List each line of the data that holds the word "COAST".

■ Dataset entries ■

■ ■ ■ ■

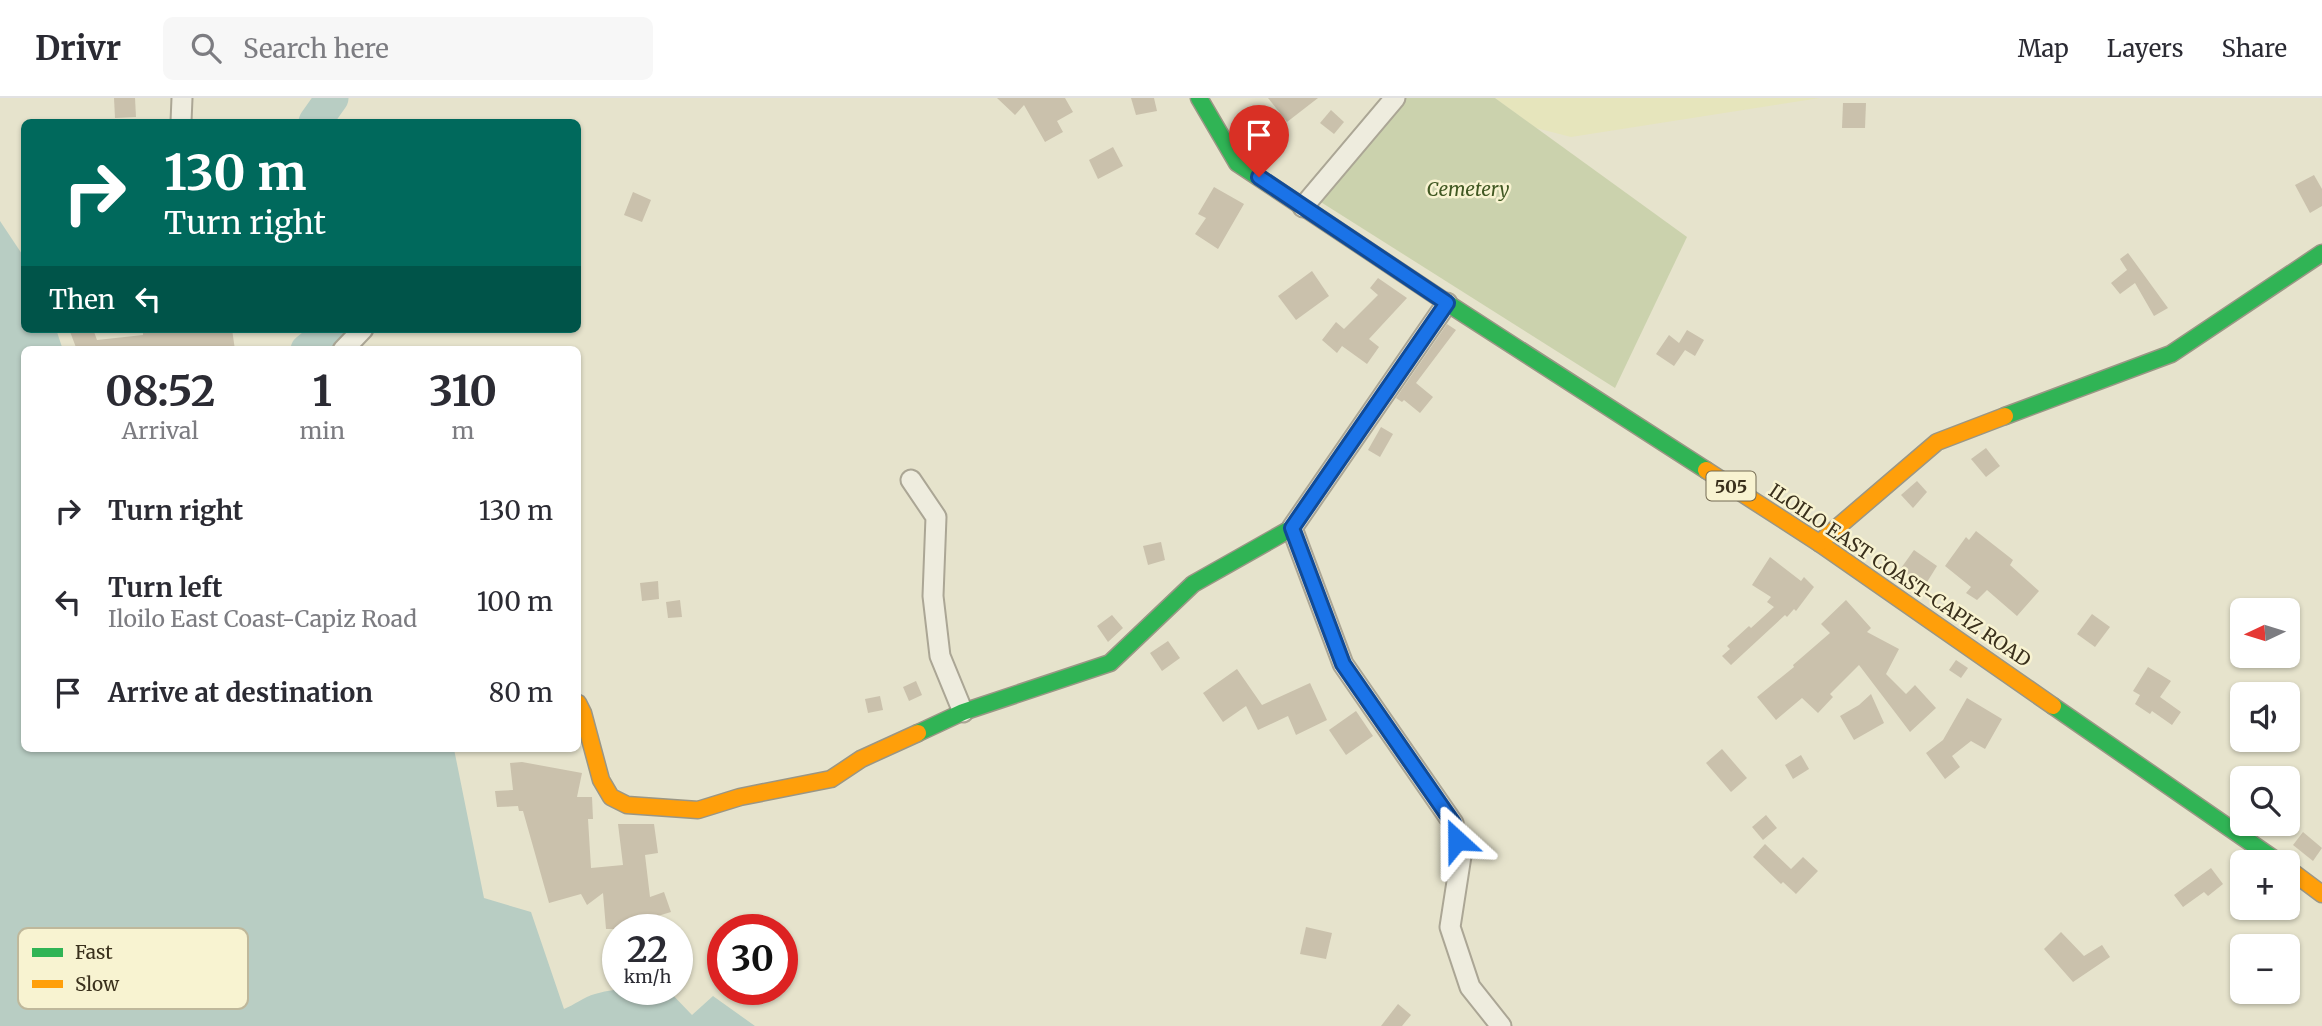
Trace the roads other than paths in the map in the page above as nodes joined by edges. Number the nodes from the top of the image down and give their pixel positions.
1 (182, 98) edge
2 (1199, 98) edge
3 (1395, 98) edge
4 (181, 119) edge
5 (1303, 207) junction
6 (2322, 253) edge
7 (1447, 303) junction
8 (359, 333) edge
9 (347, 346) edge
10 (911, 481) dead end
11 (1292, 528) junction
12 (1819, 543) junction
13 (581, 709) edge
14 (963, 712) junction
15 (2261, 850) edge
16 (2300, 878) edge
17 (2322, 894) edge
18 (1500, 1026) edge

1 - 4 street
2 - 5 street, ILOILO EAST COAST-CAPIZ ROAD / 505
3 - 5 street
5 - 7 street, ILOILO EAST COAST-CAPIZ ROAD / 505
6 - 12 street
7 - 11 street
7 - 12 street, ILOILO EAST COAST-CAPIZ ROAD / 505
8 - 9 street
10 - 14 street
11 - 14 street
11 - 18 street
12 - 15 street, ILOILO EAST COAST-CAPIZ ROAD / 505
13 - 14 street
16 - 17 street

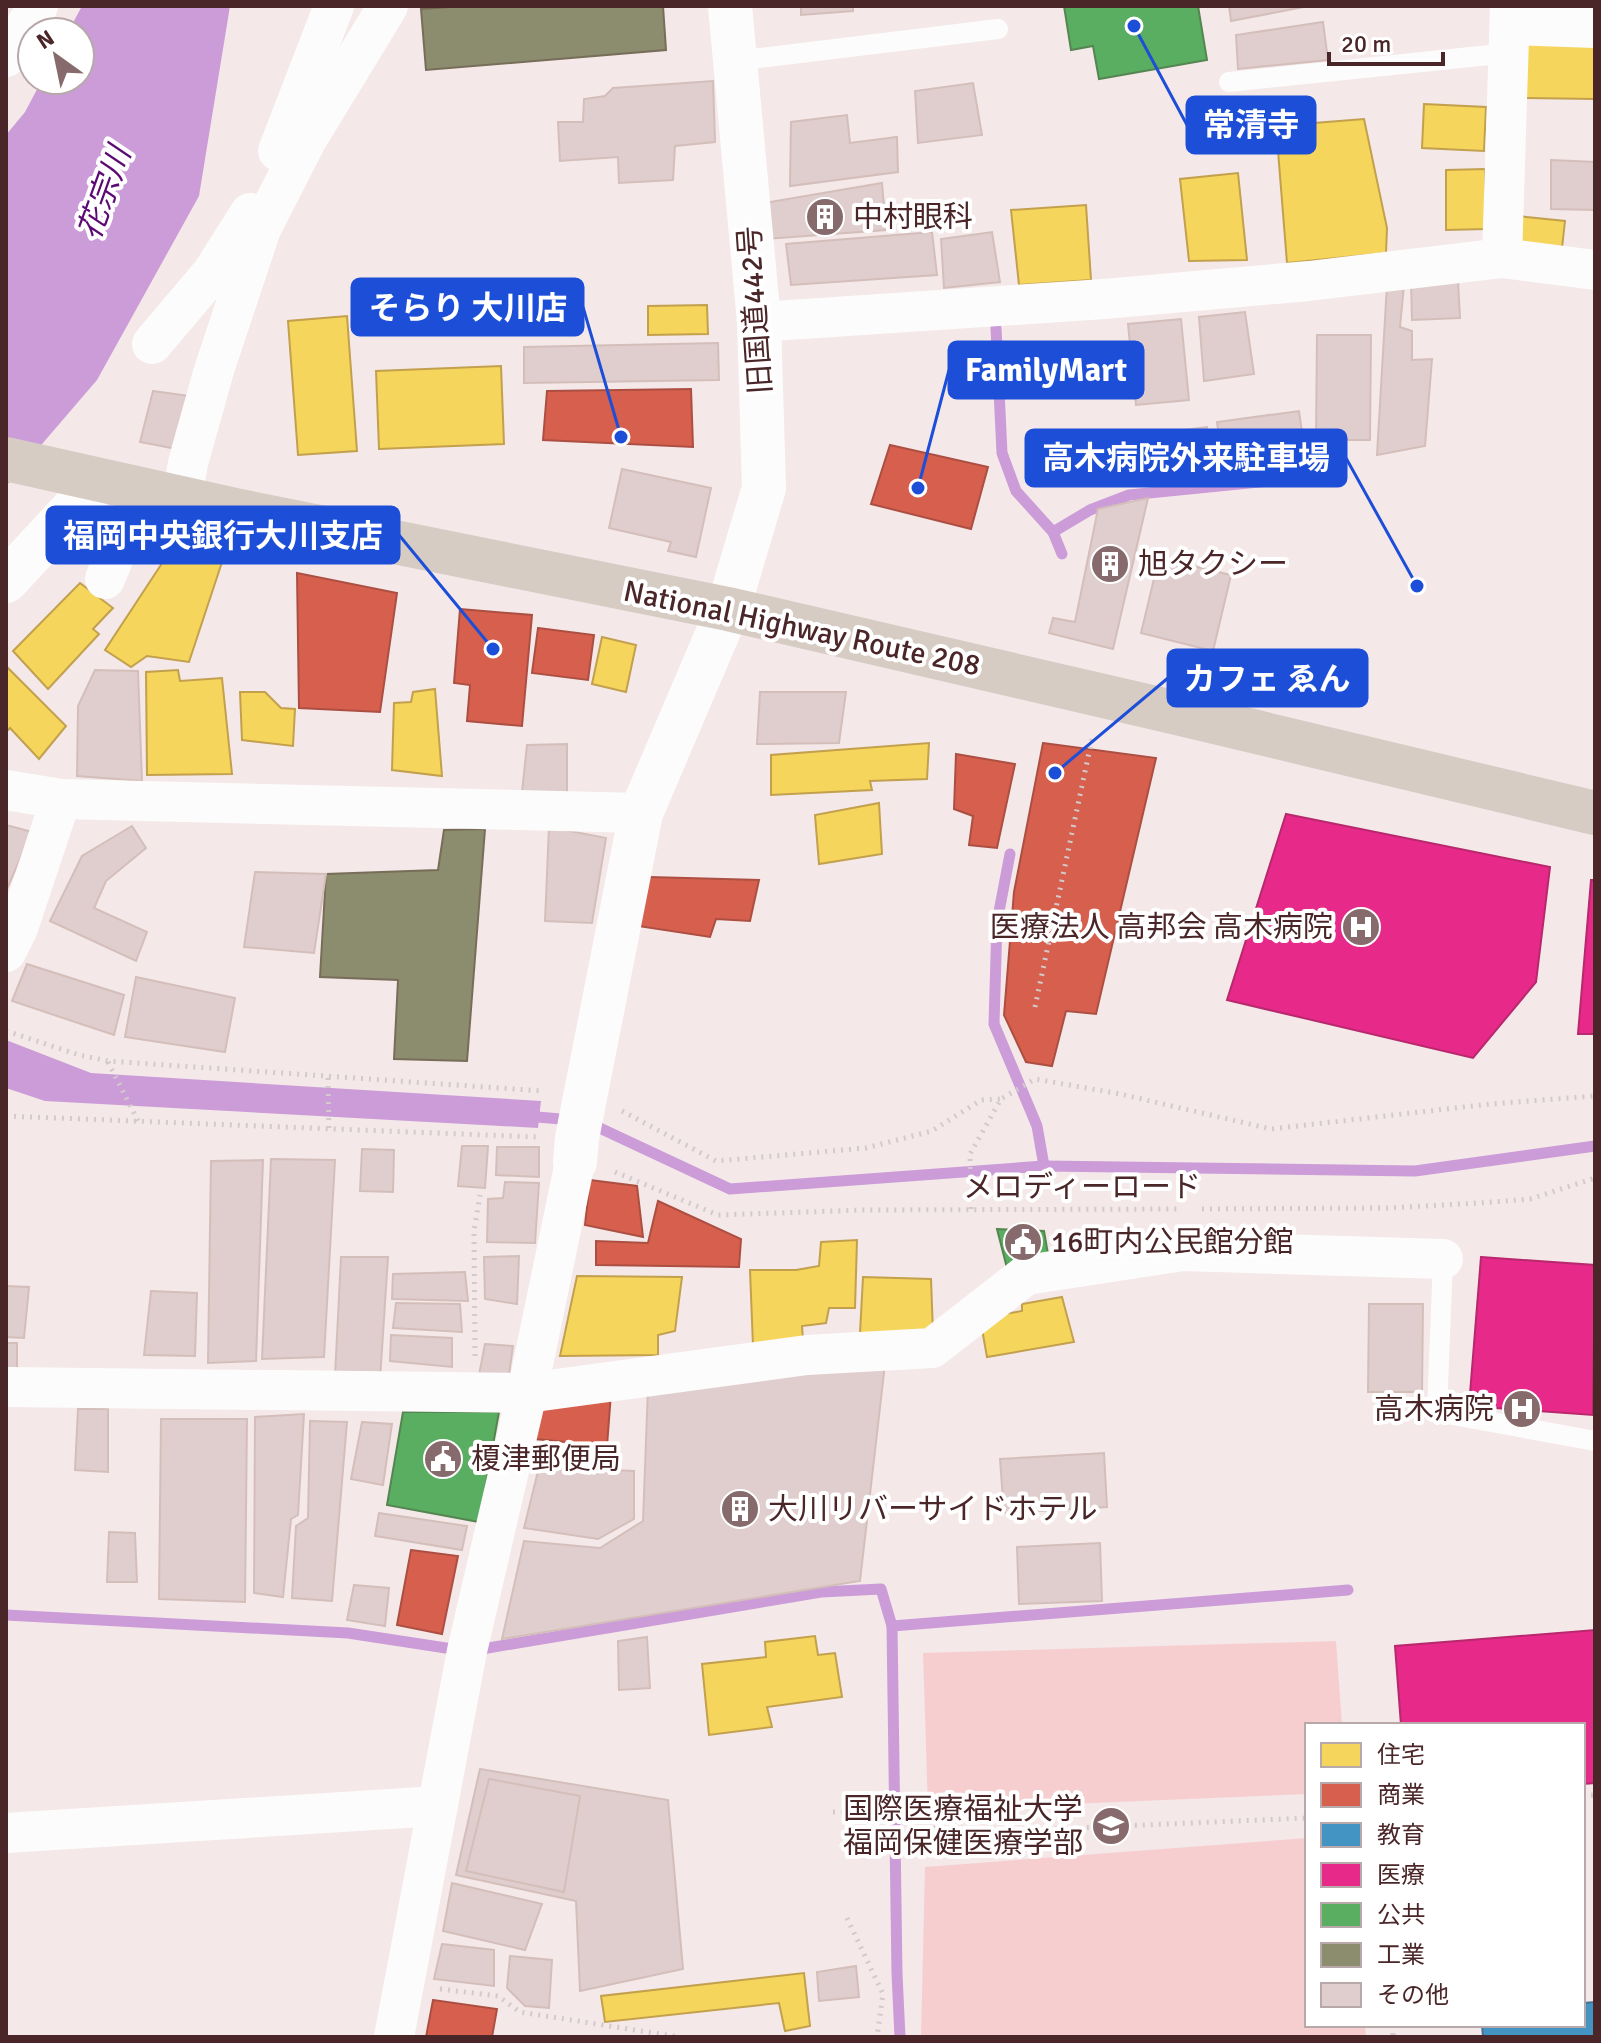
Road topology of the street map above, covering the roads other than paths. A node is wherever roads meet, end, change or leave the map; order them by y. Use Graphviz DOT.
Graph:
graph roads {
  1 [pos="38,6"];
  2 [pos="334,6"];
  3 [pos="388,6"];
  4 [pos="730,6"];
  5 [pos="1509,28"];
  6 [pos="1595,28"];
  7 [pos="998,29"];
  8 [pos="6,57"];
  9 [pos="735,61"];
  10 [pos="1229,82"];
  11 [pos="261,211"];
  12 [pos="1502,258"];
  13 [pos="1595,270"];
  14 [pos="759,322"];
  15 [pos="152,344"];
  16 [pos="8,460"];
  17 [pos="141,489"];
  18 [pos="105,579"];
  19 [pos="6,581"];
  20 [pos="728,609"];
  21 [pos="6,790"];
  22 [pos="61,799"];
  23 [pos="641,813"];
  24 [pos="1595,813"];
  25 [pos="6,952"];
  26 [pos="576,1150"];
  27 [pos="1443,1259"];
  28 [pos="6,1387"];
  29 [pos="527,1393"];
  30 [pos="1595,1441"];
  31 [pos="438,1806"];
  32 [pos="6,1833"];
  33 [pos="394,2037"];
  1 -- 8 [label="street"];
  2 -- 11 [label="street"];
  3 -- 11 [label="street"];
  4 -- 9 [label="street, 旧国道442号"];
  5 -- 6 [label="street"];
  5 -- 10 [label="lane"];
  5 -- 12 [label="street"];
  7 -- 9 [label="lane"];
  9 -- 14 [label="street, 旧国道442号"];
  11 -- 15 [label="street"];
  11 -- 17 [label="street"];
  12 -- 13 [label="street"];
  12 -- 14 [label="street"];
  14 -- 20 [label="street, 旧国道442号"];
  16 -- 17 [label="highway, National Highway Route 208"];
  17 -- 18 [label="street"];
  17 -- 19 [label="street"];
  17 -- 20 [label="highway, National Highway Route 208"];
  20 -- 23 [label="street, 旧国道442号"];
  20 -- 24 [label="highway, National Highway Route 208"];
  21 -- 22 [label="street"];
  22 -- 23 [label="street"];
  22 -- 25 [label="street"];
  23 -- 26 [label="street, 旧国道442号"];
  26 -- 29 [label="street"];
  27 -- 29 [label="street"];
  27 -- 30 [label="lane"];
  28 -- 29 [label="street"];
  29 -- 31 [label="street"];
  31 -- 32 [label="street"];
  31 -- 33 [label="street"];
}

■ ■ ■ ■

■ Task output ■
2 - 5 street, ILOILO EAST COAST-CAPIZ ROAD / 505
5 - 7 street, ILOILO EAST COAST-CAPIZ ROAD / 505
7 - 12 street, ILOILO EAST COAST-CAPIZ ROAD / 505
12 - 15 street, ILOILO EAST COAST-CAPIZ ROAD / 505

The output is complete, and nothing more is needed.